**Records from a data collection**

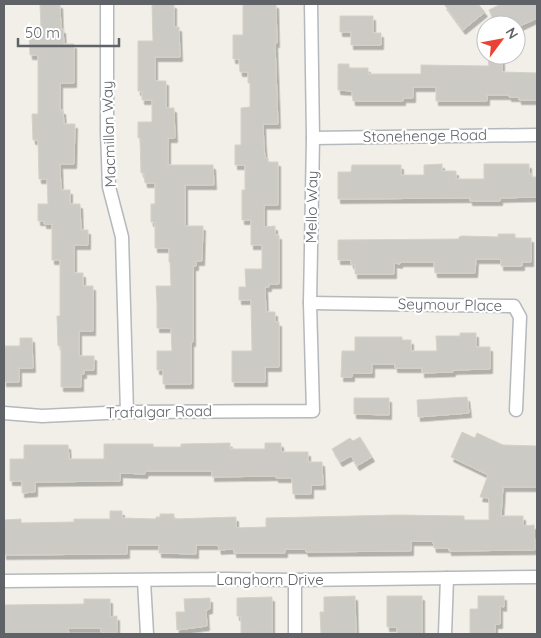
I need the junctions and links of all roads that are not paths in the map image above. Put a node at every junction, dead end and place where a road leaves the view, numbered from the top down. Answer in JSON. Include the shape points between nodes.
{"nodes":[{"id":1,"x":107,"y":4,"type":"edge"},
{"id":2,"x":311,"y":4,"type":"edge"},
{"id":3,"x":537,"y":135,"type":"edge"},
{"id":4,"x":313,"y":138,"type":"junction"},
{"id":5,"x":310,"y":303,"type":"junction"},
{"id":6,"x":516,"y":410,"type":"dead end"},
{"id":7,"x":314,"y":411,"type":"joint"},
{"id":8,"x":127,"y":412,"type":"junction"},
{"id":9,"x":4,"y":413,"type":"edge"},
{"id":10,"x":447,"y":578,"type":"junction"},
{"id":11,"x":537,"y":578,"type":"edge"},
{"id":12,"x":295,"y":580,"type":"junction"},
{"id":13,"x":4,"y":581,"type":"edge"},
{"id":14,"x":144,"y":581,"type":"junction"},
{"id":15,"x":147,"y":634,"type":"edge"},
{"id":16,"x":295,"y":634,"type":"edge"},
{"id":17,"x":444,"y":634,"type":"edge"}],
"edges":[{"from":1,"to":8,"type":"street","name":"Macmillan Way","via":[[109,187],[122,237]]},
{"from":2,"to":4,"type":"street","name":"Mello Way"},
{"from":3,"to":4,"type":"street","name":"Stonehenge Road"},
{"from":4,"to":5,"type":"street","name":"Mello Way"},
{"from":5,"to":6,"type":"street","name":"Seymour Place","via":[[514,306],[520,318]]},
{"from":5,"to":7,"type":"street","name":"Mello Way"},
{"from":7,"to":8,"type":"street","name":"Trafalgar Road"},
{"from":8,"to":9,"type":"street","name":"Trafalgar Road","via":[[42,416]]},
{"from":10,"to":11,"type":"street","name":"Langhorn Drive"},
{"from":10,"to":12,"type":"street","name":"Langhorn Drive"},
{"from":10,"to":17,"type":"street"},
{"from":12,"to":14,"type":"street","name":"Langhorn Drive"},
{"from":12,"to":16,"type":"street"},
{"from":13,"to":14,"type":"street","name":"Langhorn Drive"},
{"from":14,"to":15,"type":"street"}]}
---
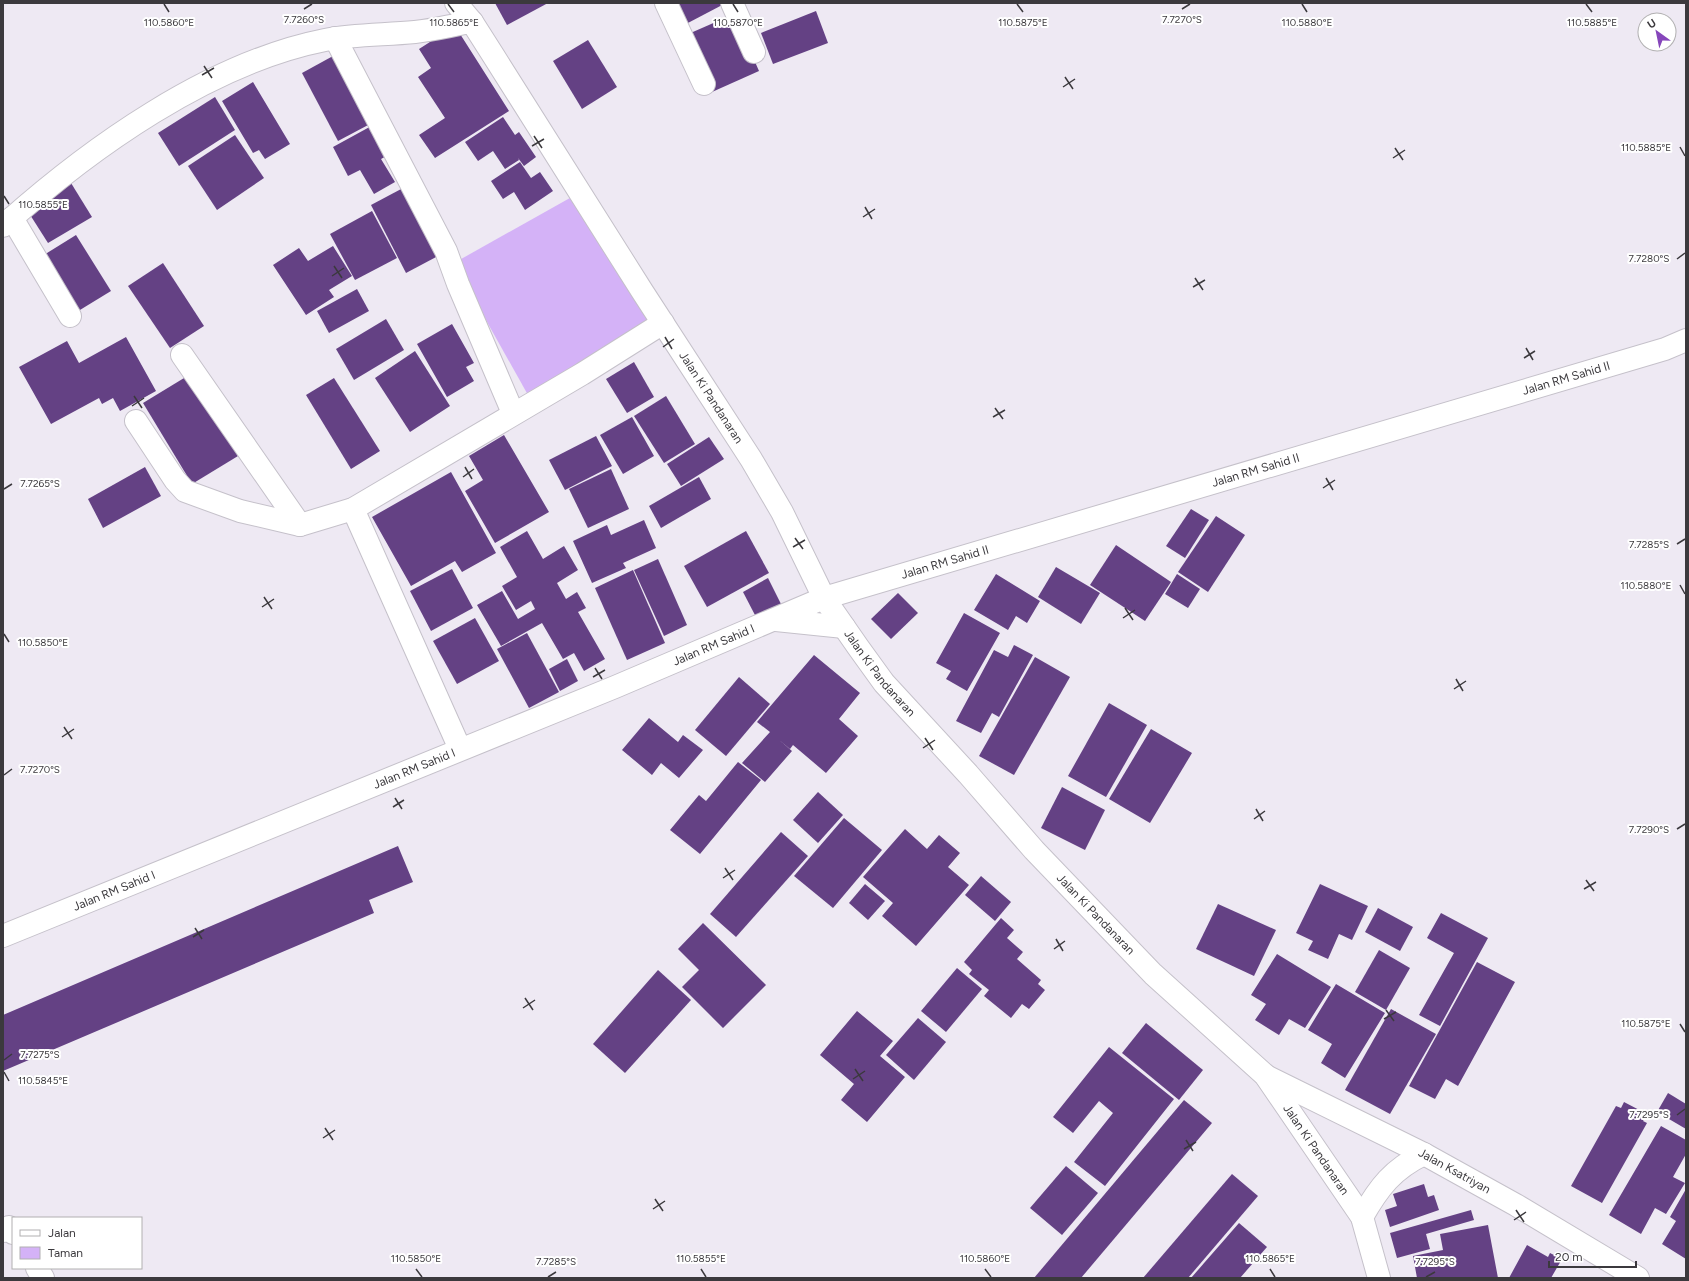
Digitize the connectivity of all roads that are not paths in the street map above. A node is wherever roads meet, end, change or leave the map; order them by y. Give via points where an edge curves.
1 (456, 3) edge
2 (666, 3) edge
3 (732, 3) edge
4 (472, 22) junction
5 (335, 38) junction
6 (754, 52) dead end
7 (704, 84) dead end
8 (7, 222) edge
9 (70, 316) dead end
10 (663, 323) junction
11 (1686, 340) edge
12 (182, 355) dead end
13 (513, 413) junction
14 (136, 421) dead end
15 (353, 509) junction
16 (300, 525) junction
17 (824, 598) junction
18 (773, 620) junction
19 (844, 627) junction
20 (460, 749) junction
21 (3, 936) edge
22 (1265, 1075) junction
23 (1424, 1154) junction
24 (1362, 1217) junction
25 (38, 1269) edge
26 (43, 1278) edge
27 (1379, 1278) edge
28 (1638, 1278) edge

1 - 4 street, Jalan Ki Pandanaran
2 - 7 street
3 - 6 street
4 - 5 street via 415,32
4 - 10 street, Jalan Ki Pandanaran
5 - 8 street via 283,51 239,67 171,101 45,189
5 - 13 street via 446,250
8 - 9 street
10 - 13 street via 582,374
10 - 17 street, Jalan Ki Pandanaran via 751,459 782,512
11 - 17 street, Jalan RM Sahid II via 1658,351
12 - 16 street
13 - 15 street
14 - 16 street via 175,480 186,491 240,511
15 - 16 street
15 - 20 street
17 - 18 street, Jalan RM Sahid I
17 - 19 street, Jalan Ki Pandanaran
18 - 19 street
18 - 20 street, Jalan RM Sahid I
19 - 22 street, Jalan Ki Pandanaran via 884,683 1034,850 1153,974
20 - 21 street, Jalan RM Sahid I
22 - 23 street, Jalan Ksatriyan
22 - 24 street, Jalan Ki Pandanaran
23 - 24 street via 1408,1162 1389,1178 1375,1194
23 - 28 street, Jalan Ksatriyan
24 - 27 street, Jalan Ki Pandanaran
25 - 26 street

**Exercise description**
Every line holding the word "that" should be copied out of the records above.

**Response area**
I need the junctions and links of all roads that are not paths in the map image above. Put a node at every junction, dead end and place where a road leaves the view, numbered from the top down. Answer in JSON. Include the shape points between nodes.
Digitize the connectivity of all roads that are not paths in the street map above. A node is wherever roads meet, end, change or leave the map; order them by y. Give via points where an edge curves.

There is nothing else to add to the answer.